Annual Income in Year 50

$65,785

$50,198

$8,278

$3,194

Principal after 50 years

$1,644,632

$1,003,955

$275,931

$63,888



These four brothers have illustrated each of four system behaviors of a renewable resource. Thrifty Tom ensured the outflow—his annual spending—was always less than the restorative flow—the annual interest income. This allows for continuous growth indefinitely.

Shrewd brother Sigmund was able to enjoy an interval where his annual spending exceeded the annual investment income, and because he watched signals closely and reacted quickly, he was able to adjust his spending in time to recover the full principal. The result is an S-shaped growth curve called a sigmoid.

Brother Bill went on a binge. His annual spending exceeded the annual income for an extended period of time. He was slow to react to the diminishing principal, but eventually did sharply reduce his annual spending. The principal can eventually recover, but it will take a very long time. His spending greatly overshot the income but can grow and recover, probably eventually resulting in an oscillation, repeating the overshoot pattern.

Brother  Ben was on a bender. His annual spending exceeded the annual income for an extended period of time. Because he still had money to spend he was so slow to react to the diminishing principal it is essentially exhausted. The overshoot was severe enough that the investment income has collapsed to a point where it may never recover.

System dynamic theory uses the term stock to refer to amount of a resource available at any particular instant in time, and the term flow to refer to the rate of change of the stock of resource. In this simple scenario, the principal is the stock, and it is affected by two flows. The 5% annual investment income increases the stock level and the annual spending, decided by each brother, decreases the stock level.

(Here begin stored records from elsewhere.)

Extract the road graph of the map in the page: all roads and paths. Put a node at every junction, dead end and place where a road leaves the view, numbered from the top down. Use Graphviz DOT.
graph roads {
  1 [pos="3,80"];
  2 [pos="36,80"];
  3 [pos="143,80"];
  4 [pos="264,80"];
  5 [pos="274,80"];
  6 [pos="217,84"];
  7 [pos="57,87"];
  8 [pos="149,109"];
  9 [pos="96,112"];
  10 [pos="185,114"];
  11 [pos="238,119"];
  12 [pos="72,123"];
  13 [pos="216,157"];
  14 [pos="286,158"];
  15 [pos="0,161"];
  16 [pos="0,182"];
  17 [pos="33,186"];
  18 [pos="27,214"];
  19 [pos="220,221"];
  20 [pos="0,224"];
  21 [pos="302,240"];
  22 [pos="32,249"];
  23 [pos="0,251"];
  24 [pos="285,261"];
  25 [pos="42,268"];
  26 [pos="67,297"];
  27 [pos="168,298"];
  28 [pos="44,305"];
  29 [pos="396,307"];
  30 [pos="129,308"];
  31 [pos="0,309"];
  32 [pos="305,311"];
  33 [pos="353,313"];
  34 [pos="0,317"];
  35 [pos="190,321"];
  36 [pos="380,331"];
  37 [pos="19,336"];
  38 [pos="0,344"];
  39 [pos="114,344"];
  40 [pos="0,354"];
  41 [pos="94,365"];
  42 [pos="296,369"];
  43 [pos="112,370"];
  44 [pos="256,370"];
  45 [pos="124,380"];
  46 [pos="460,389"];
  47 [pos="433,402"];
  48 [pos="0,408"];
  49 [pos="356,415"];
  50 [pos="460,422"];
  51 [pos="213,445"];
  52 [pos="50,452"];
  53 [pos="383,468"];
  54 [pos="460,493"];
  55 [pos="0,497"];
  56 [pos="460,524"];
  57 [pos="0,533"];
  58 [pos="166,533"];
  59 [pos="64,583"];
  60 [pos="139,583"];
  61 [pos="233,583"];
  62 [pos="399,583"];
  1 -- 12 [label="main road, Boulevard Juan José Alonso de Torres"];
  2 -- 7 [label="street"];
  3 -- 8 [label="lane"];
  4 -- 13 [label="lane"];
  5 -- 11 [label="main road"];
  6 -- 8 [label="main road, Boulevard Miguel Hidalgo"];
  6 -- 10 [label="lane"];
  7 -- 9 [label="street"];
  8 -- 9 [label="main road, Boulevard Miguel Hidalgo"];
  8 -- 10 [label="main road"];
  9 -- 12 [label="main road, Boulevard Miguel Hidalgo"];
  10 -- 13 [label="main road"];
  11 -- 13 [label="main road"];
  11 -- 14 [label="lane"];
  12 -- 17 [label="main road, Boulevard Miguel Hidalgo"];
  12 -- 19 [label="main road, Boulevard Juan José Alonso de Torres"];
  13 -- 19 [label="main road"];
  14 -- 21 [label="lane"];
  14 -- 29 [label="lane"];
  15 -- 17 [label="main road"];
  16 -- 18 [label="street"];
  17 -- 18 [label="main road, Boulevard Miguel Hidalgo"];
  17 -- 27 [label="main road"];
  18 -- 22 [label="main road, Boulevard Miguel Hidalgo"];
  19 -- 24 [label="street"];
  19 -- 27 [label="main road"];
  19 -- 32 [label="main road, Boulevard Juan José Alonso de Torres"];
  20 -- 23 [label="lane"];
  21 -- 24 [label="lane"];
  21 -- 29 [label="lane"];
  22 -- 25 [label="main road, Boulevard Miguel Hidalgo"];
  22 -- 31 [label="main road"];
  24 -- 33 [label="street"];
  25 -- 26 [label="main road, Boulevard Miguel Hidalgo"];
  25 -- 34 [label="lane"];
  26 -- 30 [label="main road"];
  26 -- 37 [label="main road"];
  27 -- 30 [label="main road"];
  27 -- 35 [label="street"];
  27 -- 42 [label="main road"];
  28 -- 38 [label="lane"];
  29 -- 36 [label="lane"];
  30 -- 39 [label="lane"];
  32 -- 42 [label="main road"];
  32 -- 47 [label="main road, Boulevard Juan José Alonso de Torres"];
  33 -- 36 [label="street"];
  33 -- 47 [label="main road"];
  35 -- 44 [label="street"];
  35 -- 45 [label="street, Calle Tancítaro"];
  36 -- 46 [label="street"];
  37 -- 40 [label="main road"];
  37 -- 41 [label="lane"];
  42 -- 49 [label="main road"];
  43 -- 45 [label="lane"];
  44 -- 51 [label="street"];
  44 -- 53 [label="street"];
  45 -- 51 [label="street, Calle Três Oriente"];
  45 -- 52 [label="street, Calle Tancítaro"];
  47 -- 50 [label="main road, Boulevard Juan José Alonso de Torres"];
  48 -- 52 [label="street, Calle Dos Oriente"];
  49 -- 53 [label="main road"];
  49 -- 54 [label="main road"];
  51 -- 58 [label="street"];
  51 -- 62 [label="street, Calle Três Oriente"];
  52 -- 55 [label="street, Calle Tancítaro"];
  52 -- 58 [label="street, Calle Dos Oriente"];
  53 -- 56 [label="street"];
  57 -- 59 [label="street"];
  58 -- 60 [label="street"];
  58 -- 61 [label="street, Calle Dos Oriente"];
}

Tom’s renewable scenario relied on one simple rule: Ensure the consumption flow rate is less than the renewal flow rate.

Sigmund’s more dynamic strategy was successful because he watched the flow rates carefully and reacted quickly to the diminishing stock.

Brother’s Bill and Ben consumed stock in excess of the renewal rate, ignored the warning information signaled by the diminishing stock, and delayed in taking action. The annual withdrawals overshot the system’s capacity for renewal.

Tom and Sigmund both have grandchildren who are grateful for the careful stewardship and enjoy substantial inheritances preserved over so many years. Bill and Ben’s grandchildren are envious.

Pay me now or pay me later, as they say.

Note: This story was written to illustrate several system analysis concepts for the Wikiversity course "Limits to Growth".